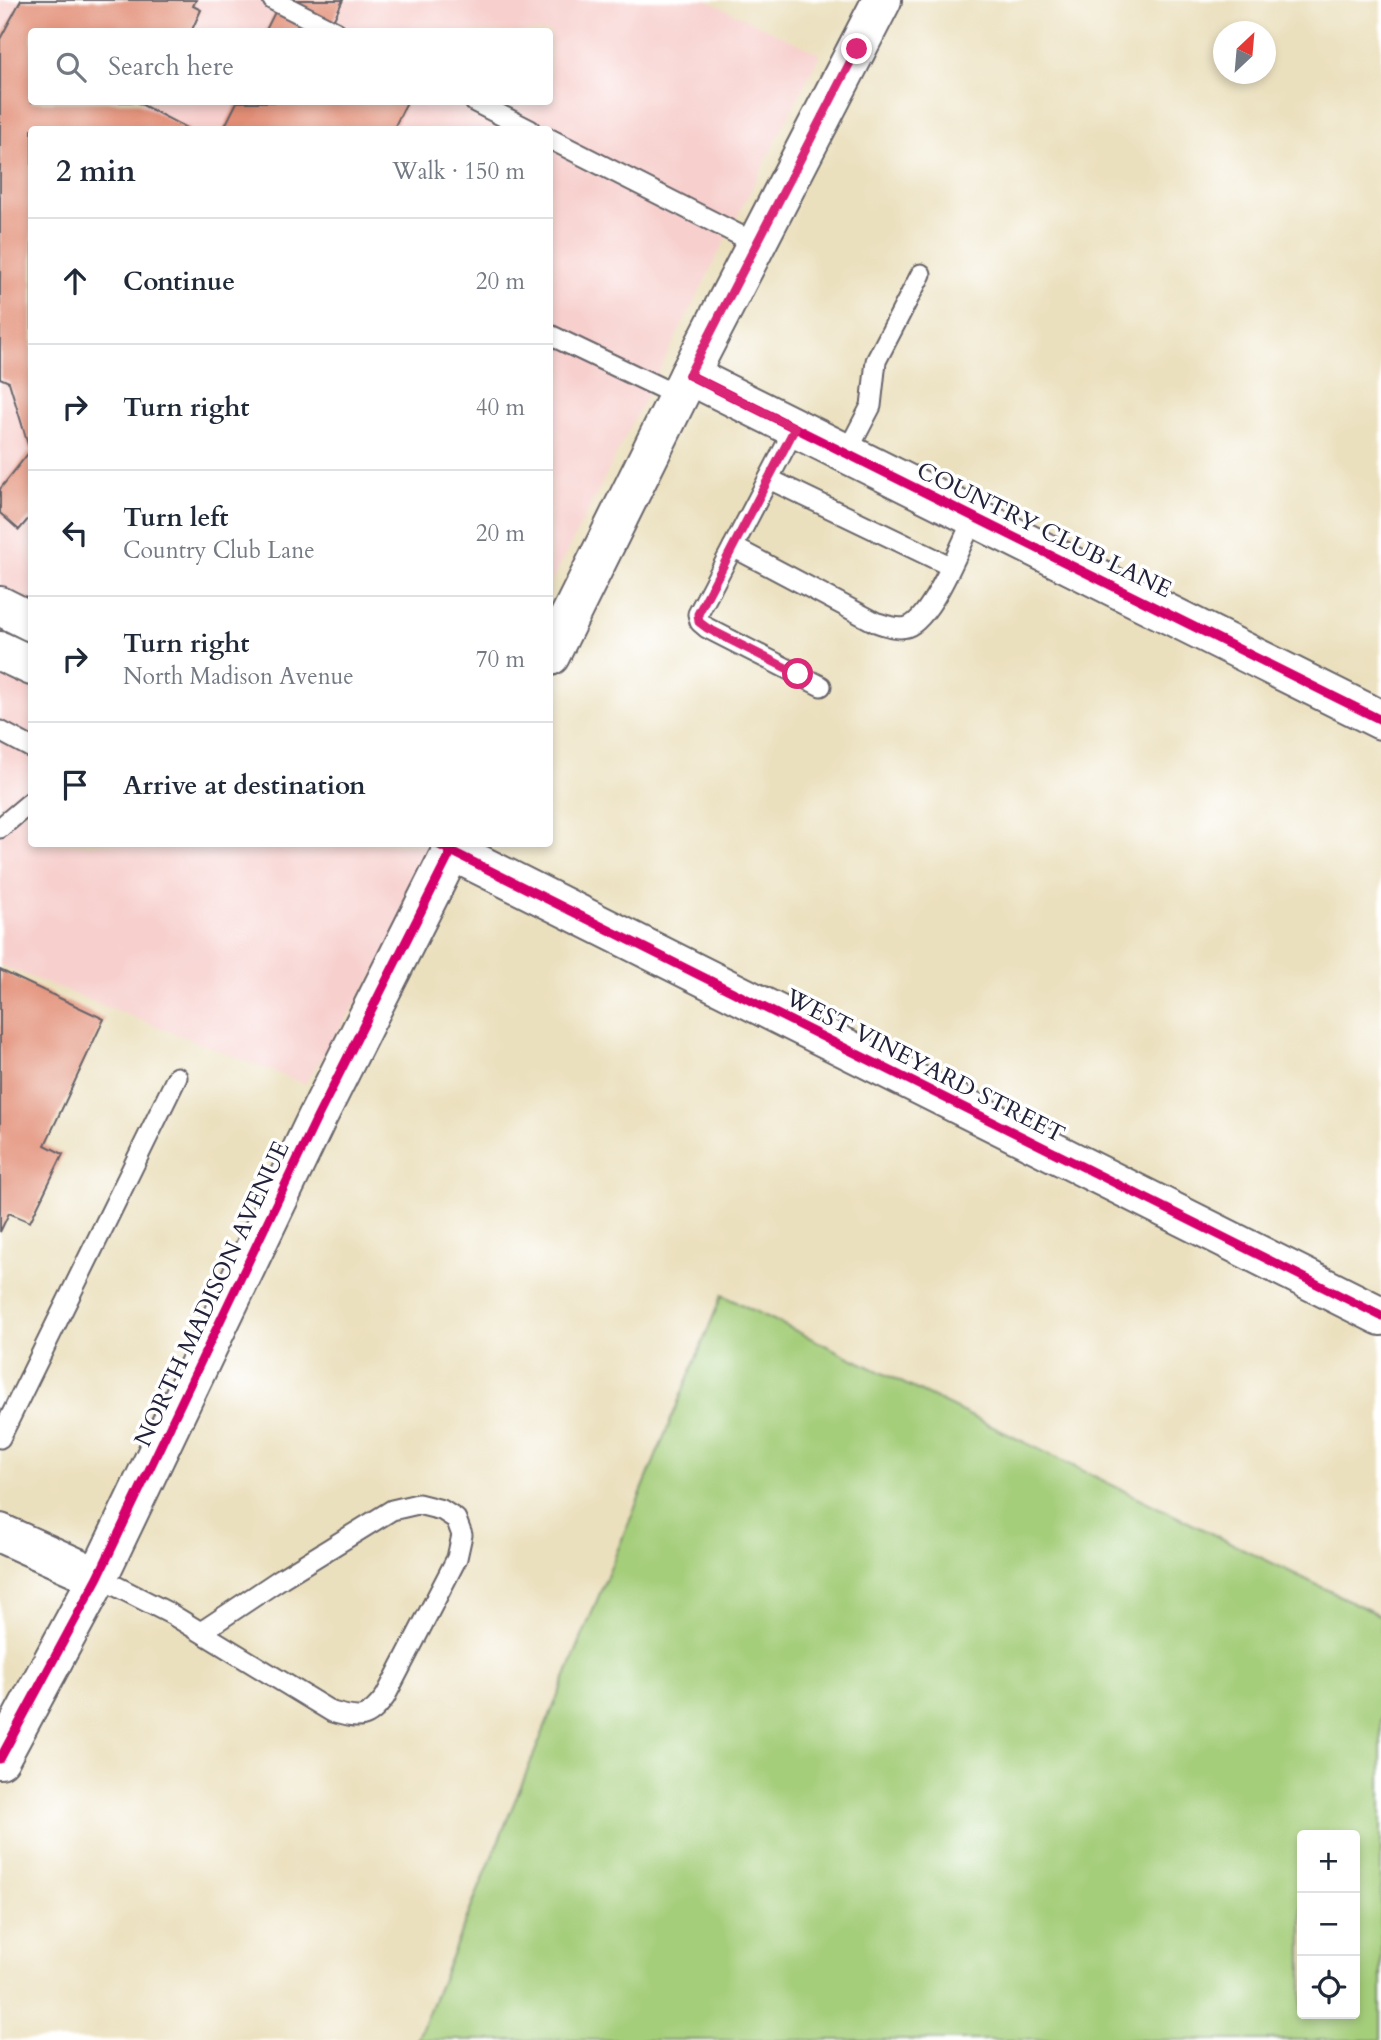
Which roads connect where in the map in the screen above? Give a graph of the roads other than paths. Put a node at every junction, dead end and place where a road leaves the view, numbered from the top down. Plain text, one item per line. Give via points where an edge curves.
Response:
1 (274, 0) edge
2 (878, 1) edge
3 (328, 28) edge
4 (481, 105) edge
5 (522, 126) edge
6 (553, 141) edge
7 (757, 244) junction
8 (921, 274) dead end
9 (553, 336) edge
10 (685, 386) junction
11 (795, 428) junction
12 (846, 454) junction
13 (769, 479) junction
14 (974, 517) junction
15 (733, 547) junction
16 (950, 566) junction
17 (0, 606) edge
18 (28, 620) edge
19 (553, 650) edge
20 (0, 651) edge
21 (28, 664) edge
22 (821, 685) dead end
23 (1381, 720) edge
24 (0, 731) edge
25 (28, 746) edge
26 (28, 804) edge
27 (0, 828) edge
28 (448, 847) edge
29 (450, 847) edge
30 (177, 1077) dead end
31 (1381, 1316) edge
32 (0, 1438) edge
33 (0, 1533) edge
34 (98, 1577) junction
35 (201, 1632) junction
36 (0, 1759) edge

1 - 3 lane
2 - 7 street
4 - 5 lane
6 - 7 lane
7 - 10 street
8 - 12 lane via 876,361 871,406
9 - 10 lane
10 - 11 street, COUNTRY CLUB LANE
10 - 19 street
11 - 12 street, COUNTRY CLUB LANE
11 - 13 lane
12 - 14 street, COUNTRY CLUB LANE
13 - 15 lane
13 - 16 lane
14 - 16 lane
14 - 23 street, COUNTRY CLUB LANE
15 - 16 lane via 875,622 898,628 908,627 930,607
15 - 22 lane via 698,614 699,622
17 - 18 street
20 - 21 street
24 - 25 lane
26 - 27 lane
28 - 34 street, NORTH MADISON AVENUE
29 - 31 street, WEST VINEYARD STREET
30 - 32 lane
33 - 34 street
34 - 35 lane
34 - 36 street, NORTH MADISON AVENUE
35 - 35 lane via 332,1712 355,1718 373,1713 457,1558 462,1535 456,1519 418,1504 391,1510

**To do**
Return all lines from the data above with "COUNTRY" in them.

**Exercise result**
10 - 11 street, COUNTRY CLUB LANE
11 - 12 street, COUNTRY CLUB LANE
12 - 14 street, COUNTRY CLUB LANE
14 - 23 street, COUNTRY CLUB LANE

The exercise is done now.